Comments on compliance streamlining measures

  • The GST Council has also decided to bring in a system-based intimation mechanism to deal with differences in ITC between Form GSTR-3B and Form GSTR-2B above a certain threshold, along with the procedure for auto-compliance on the part of the taxpayers to explain reasons thereof or take remedial action. Said measure is similar to the one introduced with respect of difference in tax liabilities in GSTR-1 vs. GSTR-3B. The same should help reduce the scrutiny proceedings which are generally seen to culminate into show cause notices/audits. However, it may be pertinent to note that in case of difference in tax liabilities, the law prescribes for recovery of taxes under prescribed modes; it would be interesting to see if similar provisions are made applicable in respect of ITC mismatches, particularly where the explanation or reasons furnished by the taxpayer is not found to be acceptable by the GST officer.
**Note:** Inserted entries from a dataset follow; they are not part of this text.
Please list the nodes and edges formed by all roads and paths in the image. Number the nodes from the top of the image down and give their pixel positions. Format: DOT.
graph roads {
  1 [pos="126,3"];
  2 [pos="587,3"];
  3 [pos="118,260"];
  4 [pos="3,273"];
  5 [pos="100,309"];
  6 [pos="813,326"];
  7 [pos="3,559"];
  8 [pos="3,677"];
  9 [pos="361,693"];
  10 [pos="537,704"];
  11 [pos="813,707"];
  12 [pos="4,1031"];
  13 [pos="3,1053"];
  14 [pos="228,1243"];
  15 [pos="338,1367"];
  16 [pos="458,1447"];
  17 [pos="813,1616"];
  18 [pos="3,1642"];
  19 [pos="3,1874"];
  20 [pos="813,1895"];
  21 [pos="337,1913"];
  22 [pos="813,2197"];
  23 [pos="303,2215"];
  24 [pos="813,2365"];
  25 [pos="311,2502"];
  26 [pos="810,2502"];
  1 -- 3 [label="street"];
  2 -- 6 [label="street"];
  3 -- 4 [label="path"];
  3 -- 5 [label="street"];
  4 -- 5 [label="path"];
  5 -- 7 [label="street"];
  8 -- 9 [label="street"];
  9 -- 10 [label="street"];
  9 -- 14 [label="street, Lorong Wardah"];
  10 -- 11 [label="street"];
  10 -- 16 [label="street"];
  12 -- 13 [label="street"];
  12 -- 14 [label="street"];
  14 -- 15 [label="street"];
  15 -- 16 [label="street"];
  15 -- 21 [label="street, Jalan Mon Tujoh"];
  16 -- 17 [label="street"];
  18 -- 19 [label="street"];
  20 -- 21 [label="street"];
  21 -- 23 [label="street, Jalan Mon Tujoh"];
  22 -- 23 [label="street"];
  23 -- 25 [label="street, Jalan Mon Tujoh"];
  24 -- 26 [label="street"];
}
  • With the recent shift in focus on OIDAR services, with amendments being proposed to the definition to remove certain ambiguities vis-à-vis “essentially automated” and “involving minimal human intervention” nature of such electronically supplied services, the GST Council has proposed an amendment to the relevant GST return format, viz. Form GSTR-5A to capture the details of supplies made to registered persons in India. While such services are not taxable in the hands of OIDAR service providers, the same shall enable the Government to track the payment of GST on a reverse charge basis by the registered recipients of such supplies. This would, in turn, help plug any leakage in GST revenue collection vis-à-vis electronic supplies of services from outside India. However, it would be equally important to intimate and make these transactions available to the registered recipients in their GSTR-2Bs, which are currently linked only to GSTR-1s.
  • To strengthen the GST registration process, the GST Council has recommended that the details of the bank account, in name and PAN of the registered person, shall be furnished within 30 days of grant of such registration or before filing of GSTR-1 / IFF, whichever is earlier. Non-compliance will entail system-based suspension of the registration. The Council has also recommended conducting a pilot in the UT of Puducherry for risk-based Aadhaar authentication of registration applicants, similar to the one conducted in Gujarat. Based on the success, we could soon see such measures being mandated across the States for obtaining GST registration, which should effectively tackle the menace of fake and fraudulent cases.

With departmental audits being initiated by the GST authorities to review the returns and records of taxpayers for the past five years, the aforesaid trade facilitation measures and clarity on the tax positions would certainly help mitigate any potential disputes and would further ease up the doing of business in India.